Bullying and children with autism spectrum disorder
Children with autism spectrum disorder (ASD) are at particular risk of bullying, especially in mainstream schools. Bullying can be bad for their self-esteem, mental health, social skills and progress at school.
Bullying is when children tease other children over and over again. Or when they tease because they really want to hurt someone’s feelings, or make sure that someone is left out of games or activities.
Examples of bullying are:
- saying mean things, calling people names or spreading nasty stories about them
- leaving people out of activities
- hitting and pushing people or taking their things.
Spotting bullying can be hard, especially with children with ASD. They might have limited speech or not know how to communicate their experiences.
Also, children with ASD might not always realise when they’re being bullied, particularly with more indirect bullying. And sometimes children with ASD might think a child is bullying them when the child is actually just trying to talk or play with them.
Signs that a child with autism spectrum disorder is being bullied
There’s no single way to tell whether children are being bullied. The way children react depends on how bad the bullying is, as well as on their personalities. But there are some signs you can look out for in your child with autism spectrum disorder (ASD).
Your child might:
- have unexplained bruises, cuts and scratches
- come home with missing or damaged belongings or clothes
- come home hungry.
Your child might:
- not want to go to school
- be frightened of walking or catching the bus to school
- start doing poorly at school
Your child might:
- have nightmares
- cry a lot
- get angry or aggressive more than usual
- have mood swings
- not want to talk about what’s wrong
- feel anxious
- seem withdrawn
Your child might:
- say she feels sick or has a stomach ache
- have changes in her eating or sleeping patterns
- start to bully others.
If you think your child is being bullied you might need to talk to your child and then to his school, teacher and peers.
Talking to your child with autism spectrum disorder about bullying
You could ask your child with autism spectrum disorder (ASD) if something or someone has made her sad. If your child has limited speech, you could ask her to draw pictures, or point to pictures or drawings to show you what’s bothering her.
An emotion timeline could help you work out how your child was feeling during different activities in the day. You can create a timeline by listing the day’s events in chronological order. Give your child pictures of happy, sad and angry faces. Starting at the beginning of the day, say the name of the activity, and get your child to choose the face that shows how he was feeling at that time.
Working with your child’s school on bullying
If your child with autism spectrum disorder (ASD) is being bullied, get the help of your school as quickly as you can.
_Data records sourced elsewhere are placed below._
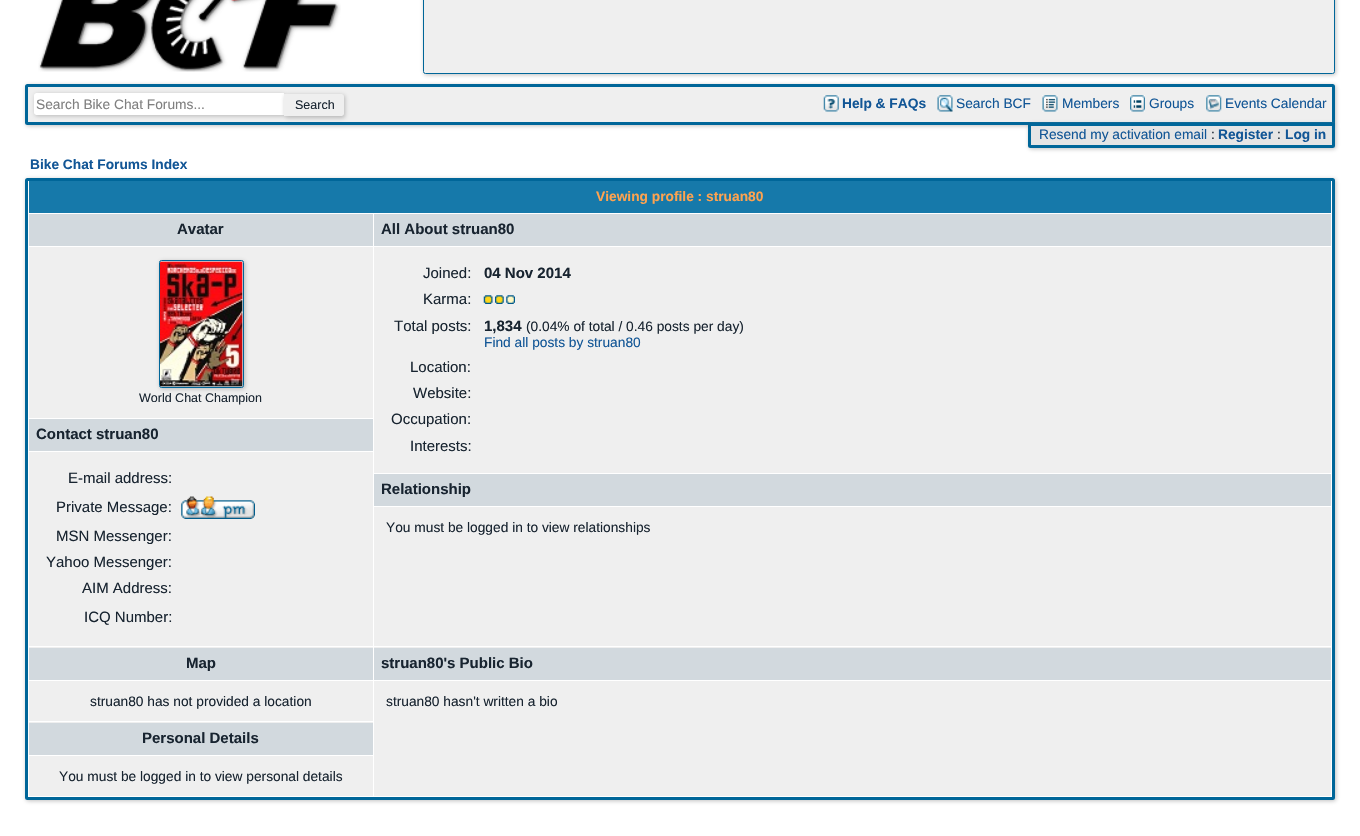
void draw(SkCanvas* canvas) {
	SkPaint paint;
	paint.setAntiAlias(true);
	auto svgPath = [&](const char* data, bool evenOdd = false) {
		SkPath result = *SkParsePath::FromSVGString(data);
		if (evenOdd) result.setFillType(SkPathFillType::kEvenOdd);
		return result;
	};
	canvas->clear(0xffffffff);
	canvas->drawImageRect(SkImages::DeferredFromEncodedData(SkData::MakeFromFileName("img1.png")), SkRect::MakeXYWH(38, 0, 303, 72), SkSamplingOptions());
	paint.setColor(0x80808080);
	paint.setMaskFilter(SkMaskFilter::MakeBlur(kNormal_SkBlurStyle, 2));
	canvas->drawRoundRect(SkRect::MakeXYWH(424, -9, 912, 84), 2.5, 2.5, paint);
	paint.setMaskFilter(nullptr);
	paint.setColor(0xffefefef);
	canvas->drawRoundRect(SkRect::MakeXYWH(423.5, -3.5, 911, 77), 2, 2, paint);
	paint.setStroke(true);
	paint.setStrokeWidth(1);
	paint.setColor(0xff006699);
	canvas->drawRoundRect(SkRect::MakeXYWH(423.5, -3.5, 911, 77), 2, 2, paint);
	paint.setStroke(false);
	paint.setColor(0x80808080);
	paint.setMaskFilter(SkMaskFilter::MakeBlur(kNormal_SkBlurStyle, 2));
	canvas->drawRoundRect(SkRect::MakeXYWH(26, 85, 1310, 41), 2.5, 2.5, paint);
	paint.setMaskFilter(nullptr);
	paint.setColor(0xffefefef);
	canvas->drawPath(svgPath("M27.5 85.5H1332.5C1333 85.5 1333.5 86 1333.5 86.5V123.5H27.5C27 123.5 26.5 123 26.5 122.5V86.5C26.5 86 27 85.5 27.5 85.5Z"), paint);
	paint.setStroke(true);
	paint.setStrokeWidth(3);
	paint.setColor(0xff006699);
	canvas->drawPath(svgPath("M27.5 85.5H1332.5C1333 85.5 1333.5 86 1333.5 86.5V123.5H27.5C27 123.5 26.5 123 26.5 122.5V86.5C26.5 86 27 85.5 27.5 85.5Z"), paint);
	paint.setStroke(false);
	paint.setColor(0x80808080);
	paint.setMaskFilter(SkMaskFilter::MakeBlur(kNormal_SkBlurStyle, 2));
	canvas->drawRoundRect(SkRect::MakeXYWH(35, 94, 250, 22), 2.5, 2.5, paint);
	paint.setMaskFilter(nullptr);
	paint.setColor(0xffffffff);
	canvas->drawPath(svgPath("M36.5 93H284V115H36.5C35 115 34 114 34 112.5V95.5C34 94 35 93 36.5 93Z"), paint);
	SkFont f1(fontMgr->matchFamilyStyle("Liberation Sans", SkFontStyle::Normal()), 13.75);
	f1.setSubpixel(true);
	paint.setColor(0xff808080);
	canvas->drawString("Search Bike Chat Forums...", 36, 109, f1, paint);
	paint.setColor(0x80808080);
	paint.setMaskFilter(SkMaskFilter::MakeBlur(kNormal_SkBlurStyle, 2));
	canvas->drawRoundRect(SkRect::MakeXYWH(285, 95, 60, 23), 2.5, 2.5, paint);
	paint.setMaskFilter(nullptr);
	paint.setColor(0xffefefef);
	canvas->drawPath(svgPath("M284 94H341.5C343 94 344 95 344 96.5V113.5C344 115 343 116 341.5 116H284Z"), paint);
	SkFont f2(fontMgr->matchFamilyStyle("Liberation Sans", SkFontStyle::Normal()), 12.5);
	f2.setSubpixel(true);
	paint.setColor(0xff182430);
	canvas->drawString("Search", 295, 109, f2, paint);
	canvas->drawImageRect(SkImages::DeferredFromEncodedData(SkData::MakeFromFileName("img2.png")), SkRect::MakeXYWH(823, 95, 16, 17), SkSamplingOptions());
	SkFont f3(fontMgr->matchFamilyStyle("Liberation Sans", SkFontStyle::Bold()), 13.75);
	f3.setSubpixel(true);
	paint.setColor(0xff125696);
	canvas->drawString("Help & FAQs", 842, 108, f3, paint);
	canvas->drawImageRect(SkImages::DeferredFromEncodedData(SkData::MakeFromFileName("img3.png")), SkRect::MakeXYWH(937, 95, 16, 17), SkSamplingOptions());
	canvas->drawString("Search BCF", 956, 108, f1, paint);
	canvas->drawImageRect(SkImages::DeferredFromEncodedData(SkData::MakeFromFileName("img4.png")), SkRect::MakeXYWH(1042, 95, 16, 17), SkSamplingOptions());
	canvas->drawString("Members", 1062, 108, f1, paint);
	canvas->drawImageRect(SkImages::DeferredFromEncodedData(SkData::MakeFromFileName("img5.png")), SkRect::MakeXYWH(1130, 95, 15, 17), SkSamplingOptions());
	canvas->drawString("Groups", 1149, 108, f1, paint);
	canvas->drawImageRect(SkImages::DeferredFromEncodedData(SkData::MakeFromFileName("img6.png")), SkRect::MakeXYWH(1206, 95, 16, 17), SkSamplingOptions());
	canvas->drawString("Events Calendar", 1225, 108, f1, paint);
	paint.setColor(0x80808080);
	paint.setMaskFilter(SkMaskFilter::MakeBlur(kNormal_SkBlurStyle, 2));
	canvas->drawRoundRect(SkRect::MakeXYWH(1029, 124, 307, 25), 2.5, 2.5, paint);
	paint.setMaskFilter(nullptr);
	paint.setColor(0xffe5e5e5);
	canvas->drawPath(svgPath("M1029.5 124.5H1333.5V145.5C1333.5 146 1333 146.5 1332.5 146.5H1030.5C1030 146.5 1029.5 146 1029.5 145.5Z"), paint);
	paint.setStroke(true);
	paint.setColor(0xff006699);
	canvas->drawPath(svgPath("M1029.5 124.5H1333.5V145.5C1333.5 146 1333 146.5 1332.5 146.5H1030.5C1030 146.5 1029.5 146 1029.5 145.5Z"), paint);
	paint.setStroke(false);
	paint.setColor(0xff125696);
	canvas->drawString("Resend my activation email", 1039, 139, f1, paint);
	paint.setColor(0xff182430);
	canvas->drawString(":", 1211, 139, f1, paint);
	paint.setColor(0xff125696);
	canvas->drawString("Register", 1218, 139, f3, paint);
	paint.setColor(0xff182430);
	canvas->drawString(":", 1277, 139, f1, paint);
	paint.setColor(0xff125696);
	canvas->drawString("Log in", 1285, 139, f3, paint);
	canvas->drawString("Bike Chat Forums Index", 30, 169, f3, paint);
	paint.setColor(0x80808080);
	paint.setMaskFilter(SkMaskFilter::MakeBlur(kNormal_SkBlurStyle, 2));
	canvas->drawRoundRect(SkRect::MakeXYWH(26, 179, 1310, 622), 2.5, 2.5, paint);
	paint.setMaskFilter(nullptr);
	paint.setColor(0xffffffff);
	canvas->drawRoundRect(SkRect::MakeXYWH(26.5, 179.5, 1307, 619), 1, 1, paint);
	paint.setStroke(true);
	paint.setColor(0xff006699);
	canvas->drawRoundRect(SkRect::MakeXYWH(26.5, 179.5, 1307, 619), 1, 1, paint);
	paint.setStroke(false);
	paint.setColor(0xff1679aa);
	canvas->drawRect(SkRect::MakeXYWH(29, 181, 1302, 32), paint);
	paint.setColor(0xffffa34f);
	canvas->drawString("Viewing profile : struan80", 596, 201, f3, paint);
	paint.setColor(0xffefefef);
	canvas->drawRect(SkRect::MakeXYWH(29, 247, 344, 399), paint);
	paint.setColor(0xffd2d9de);
	canvas->drawRect(SkRect::MakeXYWH(29, 214, 344, 32), paint);
	SkFont f4(fontMgr->matchFamilyStyle("Liberation Sans", SkFontStyle::Bold()), 15);
	f4.setSubpixel(true);
	paint.setColor(0xff182430);
	canvas->drawString("Avatar", 177, 234, f4, paint);
	paint.setColor(0x80808080);
	paint.setMaskFilter(SkMaskFilter::MakeBlur(kNormal_SkBlurStyle, 2));
	canvas->drawRoundRect(SkRect::MakeXYWH(160, 261, 85, 128), 2.5, 2.5, paint);
	paint.setMaskFilter(nullptr);
	paint.setColor(0xffd2d9de);
	canvas->drawRoundRect(SkRect::MakeXYWH(159.5, 260.5, 84, 127), 2, 2, paint);
	paint.setStroke(true);
	paint.setStrokeWidth(1);
	paint.setColor(0xff006699);
	canvas->drawRoundRect(SkRect::MakeXYWH(159.5, 260.5, 84, 127), 2, 2, paint);
	canvas->drawImageRect(SkImages::DeferredFromEncodedData(SkData::MakeFromFileName("img7.png")), SkRect::MakeXYWH(160, 261, 83, 126), SkSamplingOptions());
	paint.setStroke(false);
	paint.setColor(0xff182430);
	canvas->drawString("World Chat Champion", 139, 402, f2, paint);
	paint.setColor(0xffffffff);
	canvas->drawRect(SkRect::MakeXYWH(29, 418, 344, 1), paint);
	paint.setColor(0xffd2d9de);
	canvas->drawRect(SkRect::MakeXYWH(29, 419, 344, 32), paint);
	paint.setColor(0xff182430);
	canvas->drawString("Contact struan80", 36, 439, f4, paint);
	paint.setColor(0xffffffff);
	canvas->drawRect(SkRect::MakeXYWH(29, 451, 344, 1), paint);
	SkFont f5(fontMgr->matchFamilyStyle("Liberation Sans", SkFontStyle::Normal()), 15);
	f5.setSubpixel(true);
	paint.setColor(0xff182430);
	canvas->drawString("E-mail address:", 68, 483, f5, paint);
	canvas->drawString("Private Message:", 56, 512, f5, paint);
	canvas->drawImageRect(SkImages::DeferredFromEncodedData(SkData::MakeFromFileName("img8.png")), SkRect::MakeXYWH(181, 496, 74, 23), SkSamplingOptions());
	canvas->drawString("MSN Messenger:", 56, 541, f5, paint);
	canvas->drawString("Yahoo Messenger:", 46, 567, f5, paint);
	canvas->drawString("AIM Address:", 82, 593, f5, paint);
	canvas->drawString("ICQ Number:", 84, 622, f5, paint);
	paint.setColor(0xffefefef);
	canvas->drawRect(SkRect::MakeXYWH(374, 247, 957, 399), paint);
	paint.setColor(0xffd2d9de);
	canvas->drawRect(SkRect::MakeXYWH(374, 214, 957, 32), paint);
	paint.setColor(0xff182430);
	canvas->drawString("All About struan80", 381, 234, f4, paint);
	canvas->drawString("Joined:", 423, 278, f5, paint);
	canvas->drawString("04 Nov 2014", 484, 278, f4, paint);
	canvas->drawString("Karma:", 423, 304, f5, paint);
	canvas->drawImageRect(SkImages::DeferredFromEncodedData(SkData::MakeFromFileName("img9.png")), SkRect::MakeXYWH(483, 295, 10, 9), SkSamplingOptions());
	canvas->drawImageRect(SkImages::DeferredFromEncodedData(SkData::MakeFromFileName("img10.png")), SkRect::MakeXYWH(495, 295, 9, 9), SkSamplingOptions());
	canvas->drawImageRect(SkImages::DeferredFromEncodedData(SkData::MakeFromFileName("img11.png")), SkRect::MakeXYWH(506, 295, 9, 9), SkSamplingOptions());
	canvas->drawString("Total posts:", 394, 331, f5, paint);
	canvas->drawString("1,834", 484, 331, f4, paint);
	canvas->drawString("(0.04% of total / 0.46 posts per day)", 526, 331, f1, paint);
	paint.setColor(0xff125696);
	canvas->drawString("Find all posts by struan80", 484, 347, f1, paint);
	paint.setColor(0xff182430);
	canvas->drawString("Location:", 410, 372, f5, paint);
	canvas->drawString("Website:", 413, 398, f5, paint);
	canvas->drawString("Occupation:", 391, 424, f5, paint);
	canvas->drawString("Interests:", 410, 451, f5, paint);
	paint.setColor(0xffffffff);
	canvas->drawRect(SkRect::MakeXYWH(374, 473, 957, 1), paint);
	paint.setColor(0xffd2d9de);
	canvas->drawRect(SkRect::MakeXYWH(374, 474, 957, 32), paint);
	paint.setColor(0xff182430);
	canvas->drawString("Relationship", 381, 494, f4, paint);
	paint.setColor(0xffffffff);
	canvas->drawRect(SkRect::MakeXYWH(374, 506, 957, 1), paint);
	paint.setColor(0xff182430);
	canvas->drawString("You must be logged in to view relationships", 386, 532, f1, paint);
	paint.setColor(0xffefefef);
	canvas->drawRect(SkRect::MakeXYWH(29, 647, 344, 149), paint);
	paint.setColor(0xffd2d9de);
	canvas->drawRect(SkRect::MakeXYWH(29, 648, 344, 32), paint);
	paint.setColor(0xff182430);
	canvas->drawString("Map", 186, 668, f4, paint);
	paint.setColor(0xffffffff);
	canvas->drawRect(SkRect::MakeXYWH(29, 680, 344, 1), paint);
	paint.setColor(0xff182430);
	canvas->drawString("struan80 has not provided a location", 90, 706, f1, paint);
	paint.setColor(0xffffffff);
	canvas->drawRect(SkRect::MakeXYWH(29, 721, 344, 1), paint);
	paint.setColor(0xffd2d9de);
	canvas->drawRect(SkRect::MakeXYWH(29, 723, 344, 32), paint);
	paint.setColor(0xff182430);
	canvas->drawString("Personal Details", 142, 743, f4, paint);
	paint.setColor(0xffffffff);
	canvas->drawRect(SkRect::MakeXYWH(29, 755, 344, 1), paint);
	paint.setColor(0xff182430);
	canvas->drawString("You must be logged in to view personal details", 59, 781, f1, paint);
	paint.setColor(0xffefefef);
	canvas->drawRect(SkRect::MakeXYWH(374, 647, 957, 149), paint);
	paint.setColor(0xffd2d9de);
	canvas->drawRect(SkRect::MakeXYWH(374, 648, 957, 32), paint);
	paint.setColor(0xff182430);
	canvas->drawString("struan80's Public Bio", 381, 668, f4, paint);
	paint.setColor(0xffffffff);
	canvas->drawRect(SkRect::MakeXYWH(374, 680, 957, 1), paint);
	paint.setColor(0xff182430);
	canvas->drawString("struan80 hasn't written a bio", 386, 706, f1, paint);
}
Schools take bullying extremely seriously. Your child’s teachers will be trained in spotting and handling bullying. They’ll work with you to try to prevent further bullying.
Set up a meeting with your child’s teacher, or the school administration, school welfare coordinator, or specialist support staff. Remember that the meeting is likely to go well if you’re assertive rather than angry.
At the meeting, you can explain how the issues are affecting your child, and get the school’s perspective. By working with school staff, you can identify the times, places, students and activities that are more likely to put your child at risk of bullying.
You can also ask about the school’s strategies for managing and preventing bullying. For example, it might have:
- safe lunchtime options for children with ASD, like library, chess or gardening clubs
- supervised safe places for children to go if they need to
- a member of staff that children know they can report bullying to, and a bully box to use if they don’t want to speak to someone
- a program to promote awareness of ASD
- programs to help children with ASD develop play and social skills
- cooperative group activities that include children with ASD socially
- a buddy system.
Before you end the meeting, make sure you have a plan for how you and the school are going to manage the situation.
Supporting your child with autism spectrum disorder at home
Your child with autism spectrum disorder (ASD) needs lots of support and love at home if she’s being bullied at school. She also needs to know that the situation isn’t her fault and that you’ll sort it out.
If you can, it’s important to help your child understand what bullying is. For example, you could use role-play or cartoon strips to show your child the difference between bullying and accidents or misunderstandings. Social Stories™ might also help.
It’s also important for your child to be able to get away from bullying. You could give him a list of rules to follow – for example, smile, talk, walk and tell an adult. A prompt card can remind him of what to do and who to talk to if he’s bullied. You could include words for telling the teacher, or a note to give to the teacher or put in the bully box.
Check that your child knows where the school’s safe places are. A school map showing the safe places could help your child visualise where to go.
Working on your child’s social skills can help her know what to do in a different situations and give her ways to cope. For example, you could make sure your child knows to say ‘Stop – I don’t like that’ and to find a teacher if she’s being bullied.
Supportive friends can protect your child from bullying too. By organising playdates or other social activities, you can help your child develop friendships with children at and outside school.
What to do if your child with autism spectrum disorder is bullying others
Sometimes the social and emotional difficulties that children with autism spectrum disorder (ASD) experience mean they might behave as bullies.
Here’s what to do if you think your child is bullying others:
- Make sure your child knows what bullying is. Help your child understand that calling people names or not including them could be bullying.
- Identify what’s causing the problem and try to find out why your child is behaving this way. You might need to help your child find other ways to behave – for example, asking an adult to help him join in activities. Your child’s class teacher, specialist support teacher or a psychologist could help you with this.
- Talk to the school (or wherever the bullying is happening) about its approach to bullying. Ask what you can do from home to support this approach. Call the school regularly to check how your child is behaving and to see what else you can do to help.
- Help your child develop her social skills. This will help your child understand social rules and how her behaviour affects others. Speak to the professionals who work with your child about any programs that could help your child.
- Reward your child for positive social behaviour like taking turns. And give clear consequences for bullying – for example, if your child isn’t letting someone else join in, he might have to miss out on the activity himself.